Showing posts with label verse. Show all posts
Showing posts with label verse. Show all posts

Sunday, November 7, 2010

"My Funny Valentine" has a verse?

There's more than we know to many songs in the Great American Songbook. Specifically, the verse—the part that precedes the chorus ("chorus," aka "refrain," being that part many of us think of as the "verse").

It's kind of the introduction to the song, the stage-setter, the explanation, sung once at the start and (unlike the chorus) never repeated.

I like verses. Some are charmingly old-fashioned. Some reveal "facts" (if there are such things) about a song that give it an entirely different spin and meaning.

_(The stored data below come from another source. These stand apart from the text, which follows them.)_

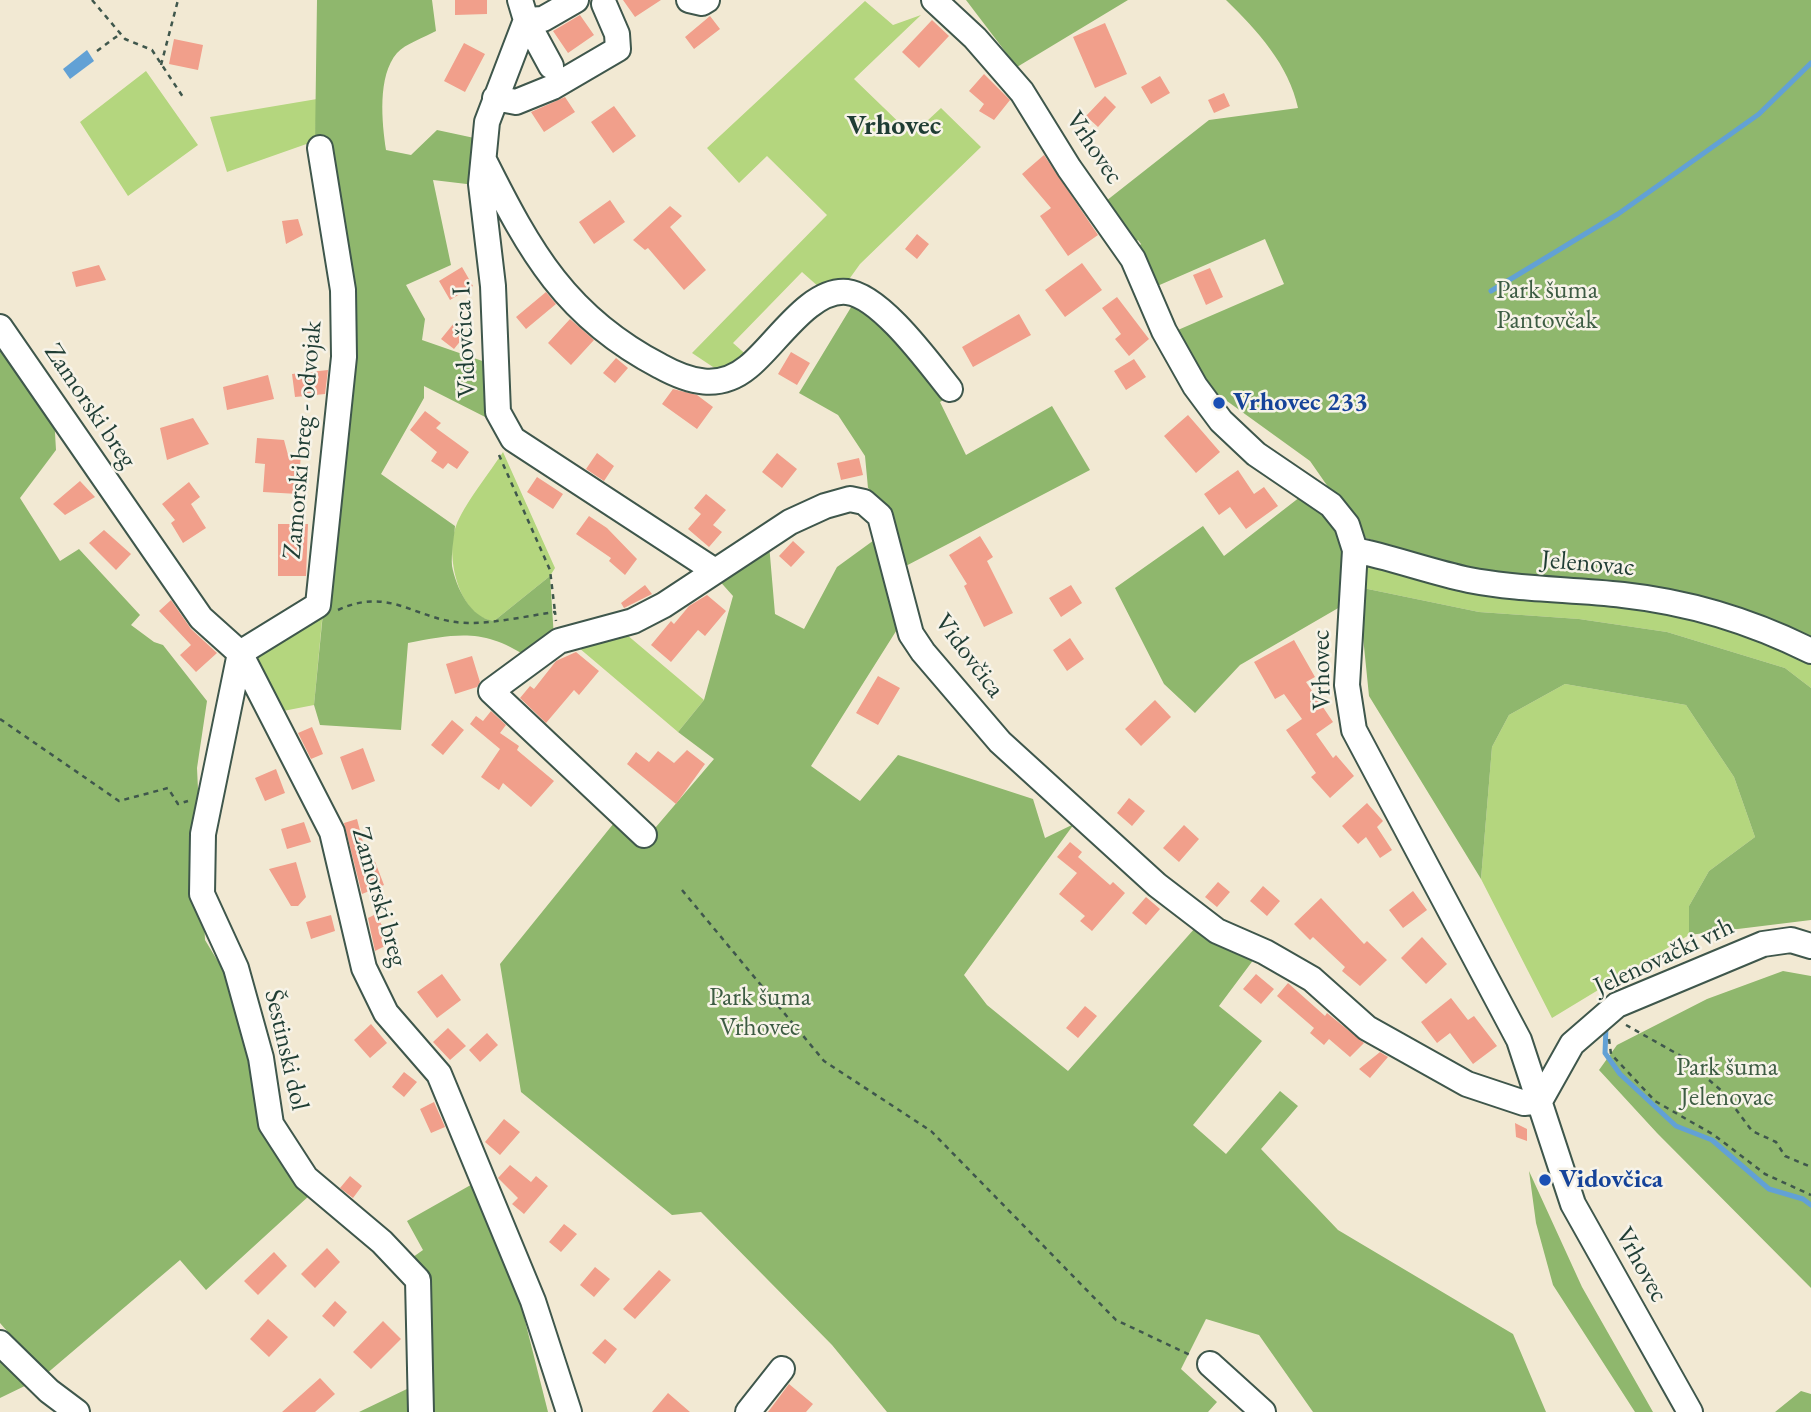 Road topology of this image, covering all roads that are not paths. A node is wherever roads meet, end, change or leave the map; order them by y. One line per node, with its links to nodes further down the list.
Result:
1 (576, 0): 6 (street)
2 (689, 0): 3 (street)
3 (707, 0)
4 (934, 0): 13 (street, Vrhovec)
5 (604, 5): 8 (street)
6 (523, 10): 7 (street); 8 (street, Vidovčica I.)
7 (551, 66)
8 (495, 98): 10 (street, Vidovčica I.)
9 (320, 148): 16 (street, Zamorski breg - odvojak)
10 (482, 156): 12 (street); 14 (street, Vidovčica I.)
11 (0, 327): 16 (street, Zamorski breg)
12 (950, 389)
13 (1355, 550): 15 (street, Jelenovac); 19 (street, Vrhovec)
14 (715, 571): 17 (street, Vidovčica); 19 (street, Vidovčica)
15 (1811, 651)
16 (240, 653): 24 (street, Šestinski dol); 25 (street, Zamorski breg)
17 (644, 835)
18 (1811, 946): 19 (street, Jelenovački vrh)
19 (1541, 1101): 28 (street, Vrhovec)
20 (0, 1343): 23 (street)
21 (1210, 1364): 27 (street)
22 (782, 1369): 26 (street)
23 (77, 1412)
24 (421, 1412)
25 (569, 1412)
26 (748, 1412)
27 (1263, 1412)
28 (1690, 1412)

For example, the verse to "Tea for Two" (music by Vincent Youmans, lyrics by Irving Caesar):

I'm discontented with homes that I rented
So I have invented my own.
Darling, this place is a lover's oasis
Where life's weary chase is unknown.
Far from the cry of the city,
Where flowers pretty caress the streams,
Cozy to hide in, to live side by side in,

Don't let it abide in my dreams.

(Then the chorus begins:) 

Picture me upon your knee
Just tea for two, and two for tea,
Just me for you, and you for me alone....

What we find out from the verse is the perfect life the singer imagines is all in her head. She's alone, lonely, and bitter.